With the change of every season, it seems that I get a migraine that will not go away. In all truth, it is probably more like a sinus headache that triggers a migraine – something I am very prone to anyway. Because I made a concerted effort to rid myself of all unnecessary prescription medications and to fight all ailments at home first this year with alternative medications, I headed to my local health food store when one such “migraine” struck this past fall before I picked up the phone to call my doctor.
“Magnesium,” said the very helpful clerk. “This is what most people take when they have chronic migraines. It seems that migraneurs are very low in magnesium.”
I was desperate, and he was friendly, so I paid the thirty-plus dollars for the cylindrical tube of magnesium powder and hoped for the best. It did, indeed, make me feel more relaxed, and I am often deficient in iron, calcium and Vitamin D. I have an idiopathic (unknown) absorption problem with certain vitamins and minerals in my body. I just don’t keep them no matter what I do, outside of an IV infusion at the hospital. So, I figured it could very well be possible that I also had a deficiency in magnesium. However, I worried about an overdose of unnecessary minerals as well, so I dove into research on the subject of magnesium deficiency in Americans.
First, I asked my doctor who told me that, yes; Americans are very deficient in the fresh vegetables that usually carry large amounts of magnesium. “We just eat a lot of junk,” he said. “So we don’t get a lot of anything that we really need.”
And he was right. According to the National Institutes of Health, most Americans do not eat enough fresh vegetables in order to get the right amount of magnesium into their diets. But how important is magnesium? Turns out the clerk at the health food store was also right. Humans cannot live without a proper amount of magnesium. To be magnesium-deficient means to be deficient in the 4th most abundant mineral in the body – 50%of which belong to the bones, with the other 50% belonging to the cells and organ tissues. Magnesium is needed for more than 300 biochemical reactions in the body. It is the mineral that maintains normal muscle, nerve, heart rhythm, blood sugar, and blood pressure function. Fairly vital aspects to human living.
According to a 1999-2000 National Health and Nutrition Examination Survey, most Americans are well below the necessary amount of magnesium needed to maintain a healthy diet. African-Americans are especially at risk for dangerously low levels of magnesium. Considering the extremely high risk of heart disease among African-Americans, it is even more important that this population group have their magnesium levels checked periodically. Magnesium is needed in the regulation of hearth rhythm and blood pressure – two vital aspects of heart health.
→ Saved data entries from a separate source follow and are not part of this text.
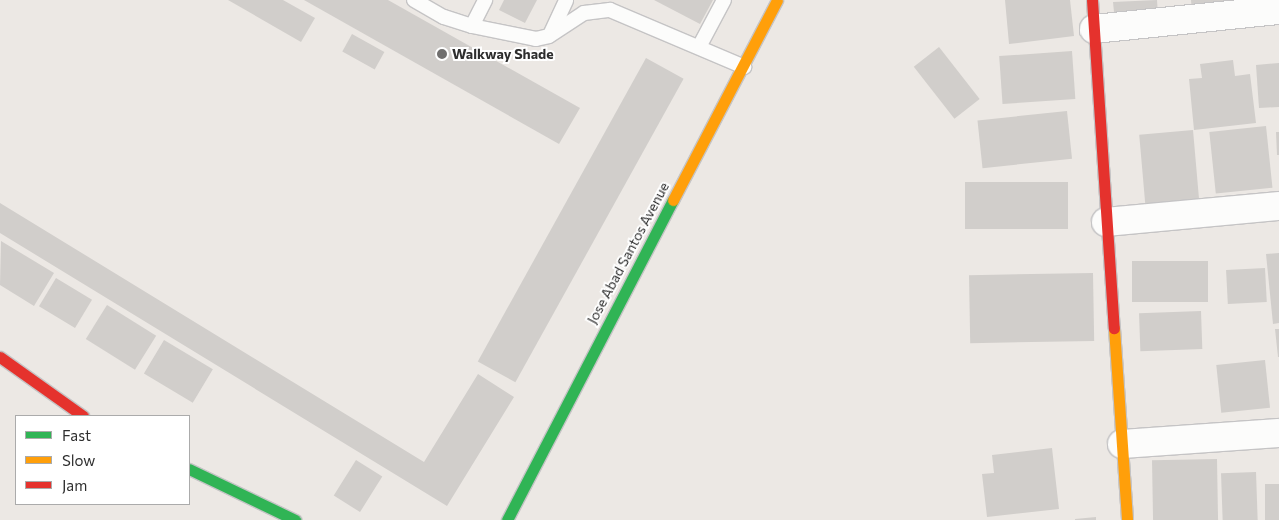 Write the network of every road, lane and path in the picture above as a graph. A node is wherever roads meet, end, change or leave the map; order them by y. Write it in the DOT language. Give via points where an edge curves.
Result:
graph roads {
  1 [pos="414,0"];
  2 [pos="485,0"];
  3 [pos="566,0"];
  4 [pos="724,0"];
  5 [pos="776,0"];
  6 [pos="1092,0"];
  7 [pos="1279,10"];
  8 [pos="472,26"];
  9 [pos="1094,28"];
  10 [pos="549,36"];
  11 [pos="699,47"];
  12 [pos="744,67"];
  13 [pos="1279,206"];
  14 [pos="1106,222"];
  15 [pos="0,357"];
  16 [pos="82,415"];
  17 [pos="1279,434"];
  18 [pos="1122,444"];
  19 [pos="190,469"];
  20 [pos="295,520"];
  21 [pos="508,520"];
  22 [pos="1127,520"];
  1 -- 8 [label="lane" via="444,17"];
  2 -- 8 [label="lane"];
  3 -- 10 [label="lane"];
  4 -- 11 [label="lane"];
  5 -- 12 [label="main road, Jose Abad Santos Avenue"];
  6 -- 9 [label="main road"];
  7 -- 9 [label="street"];
  8 -- 10 [label="lane" via="536,39"];
  9 -- 14 [label="main road"];
  10 -- 11 [label="lane" via="584,13 610,10"];
  11 -- 12 [label="lane"];
  12 -- 21 [label="main road, Jose Abad Santos Avenue" via="579,378"];
  13 -- 14 [label="street"];
  14 -- 18 [label="main road"];
  15 -- 16 [label="main road"];
  17 -- 18 [label="street"];
  18 -- 22 [label="main road"];
  19 -- 20 [label="main road"];
}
The average 30 year old adult male needs 400 mg of magnesium a day. While a 30 year old adult female needs much less – only 320 mg a day. The need varies with pregnancy.
But are we Americans actually deficient?
While magnesium is not a large part of the American diet, the National Institutes of Health, state that most Americans are not truly “magnesium deficient”, but rather, there is a high prevalence of sub-optimal magnesium stores found in most Americans. And even at pre full-blown deficiency levels, low magnesium stores, can already begin resulting in symptoms which can be strongly felt. Fatigue is a major hindrance in some who suffer from low magnesium stores. Often, women will begin to feel strong muscles cramps, and the symptoms of Fibromyalgia will often feel much stronger in those with low levels of magnesium.
Diseases of the kidneys and bowels can severely interfere with magnesium absorption. Thus, those who suffer from conditions like Crohn’s Disease and frequent kidney stones should regularly ask their doctors to check their magnesium levels for signs of store and deficiency levels.
There are a number of factors that result in magnesium deficiency. Among the causes are – some medication usage (especially antibiotics), absorption problems, low levels of potassium and calcium, and old age – which appear to be the number one risk factor for magnesium deficiency or low magnesium stores. Supplementation is available by prescription and even over the counter in high quality health food stores.
Some studies are currently being encouraged in the US regarding magnesium and hypertension, cardiovascular disease, diabetes, and, yes, even migraines. This mineral is no hype. It is more than necessary to get the correct amount of magnesium in order to live a long and health life. Get your magnesium checked today!